Oh, and btw, this is by far the longest thread I have every posted. I've always thought I should be a member of the "thread killer" post![]()
I guess I am in a minority. She seems a bit spoiled adding everything up so she could get to the cash value of the present she really wants. It sounds like her dad really put a lot of thought into her present. I think it would be rude to throw the gifts back in his face, but I may be the only one.
She owned a DS that got stolen from her dad's truck. Her dad feels terrible and replaced it for her on Christmas. She is crying over the gift!
She obvious wanted it at one time. Why did she want it in August but not in December. She is ungrateful. Her dad did a very touching thing. She is 12 and this is a great lesson she can learn.
So many divorced dad, read the threads here, gave their kids jack squat or crap. Here is a divorced dad who really tired and she wants the money instead.

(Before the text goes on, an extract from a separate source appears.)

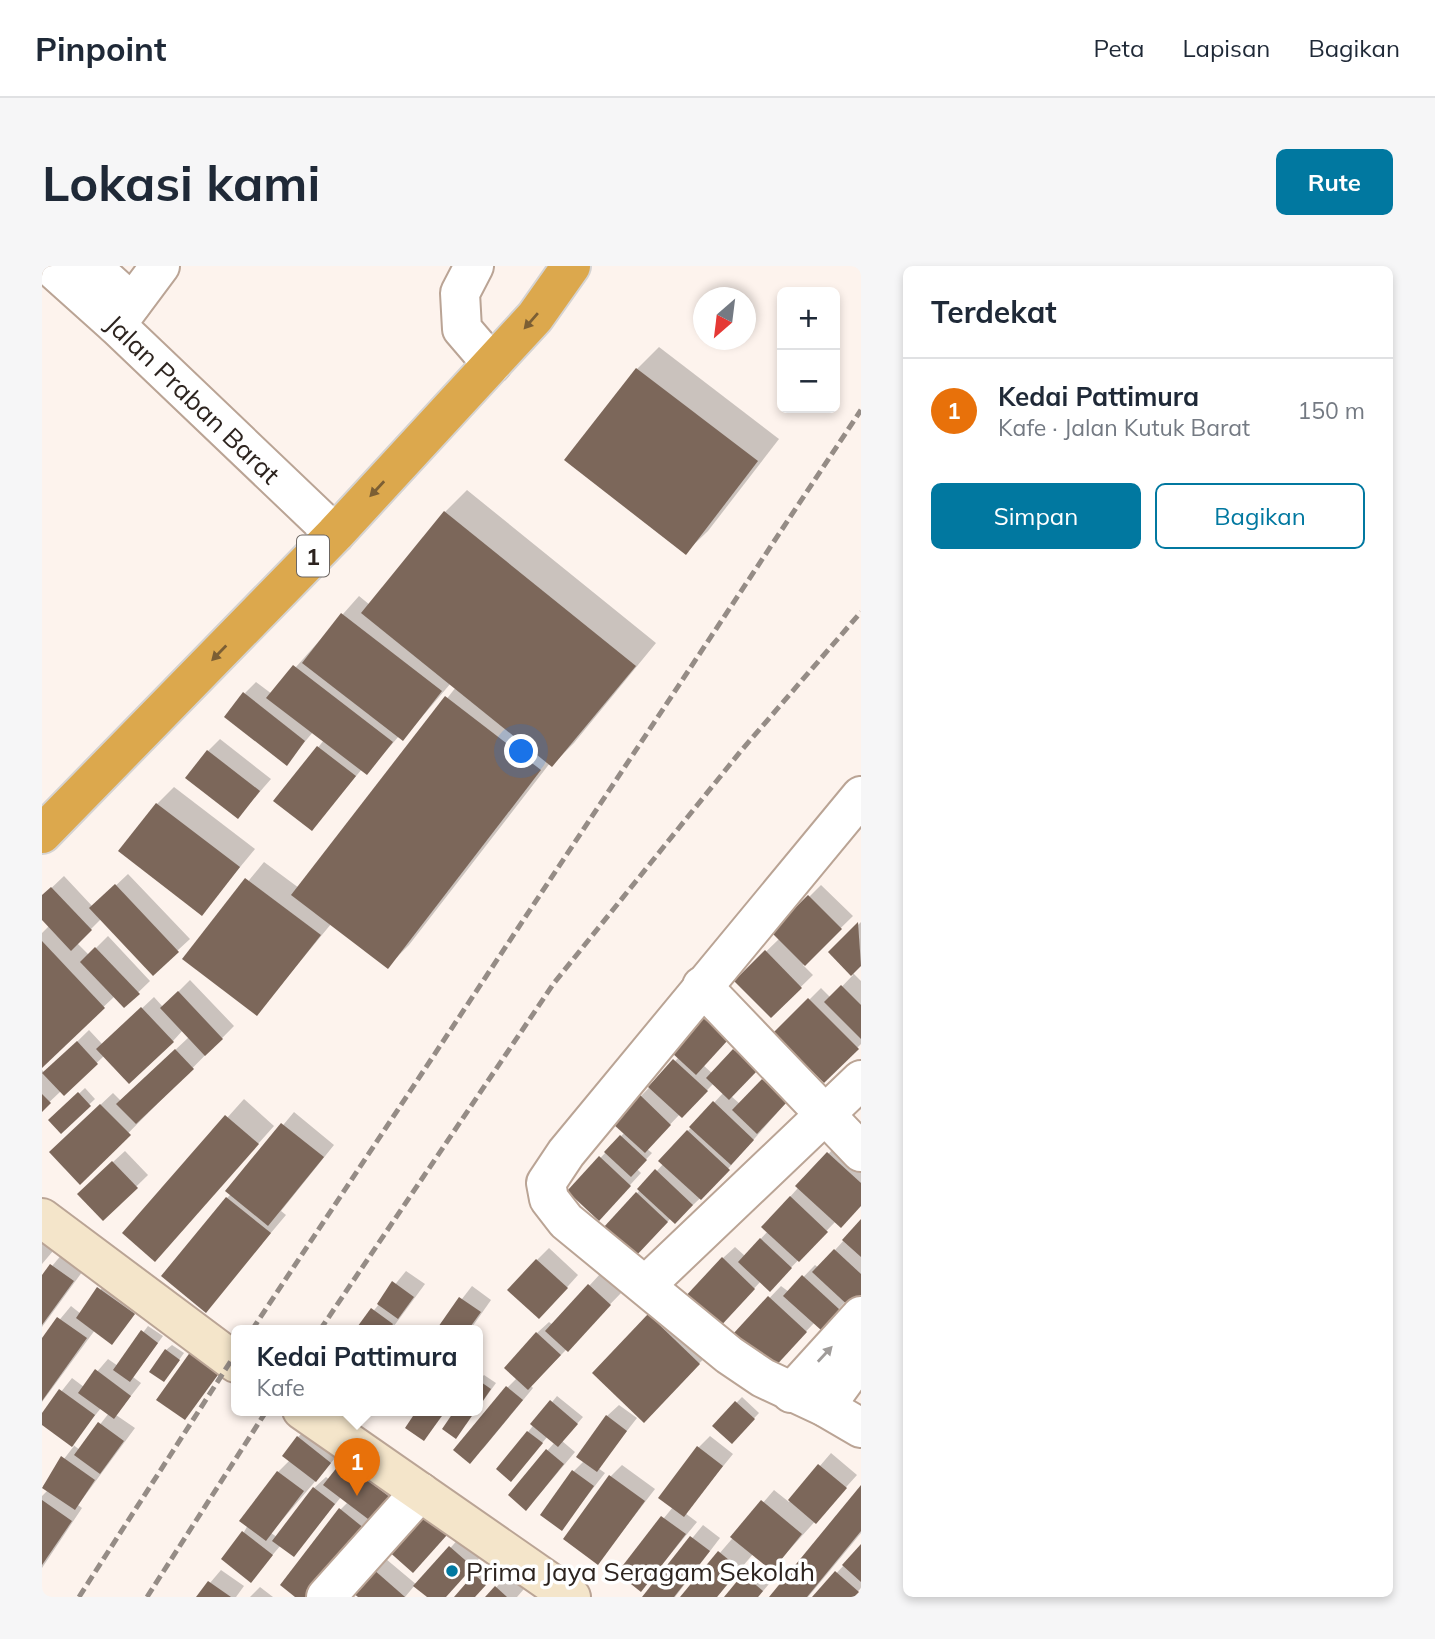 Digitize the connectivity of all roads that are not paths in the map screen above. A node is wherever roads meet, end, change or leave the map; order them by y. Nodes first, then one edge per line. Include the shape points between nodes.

What they said.I'm afraid I'm out of the group on this one, too. When my children have received unwanted or unuseable gifts we've expected them to graciously accept them and to be grateful for the fact that someone thought so much of them. I'd be horrified if one of my kids asked for receipts to return something after one of my family members purchased a gift. When we get something we can't use we always find someone in need somewhere that we can give it to. A gift is not necessarily what YOU want, rather it's something that someone else wanted you to have.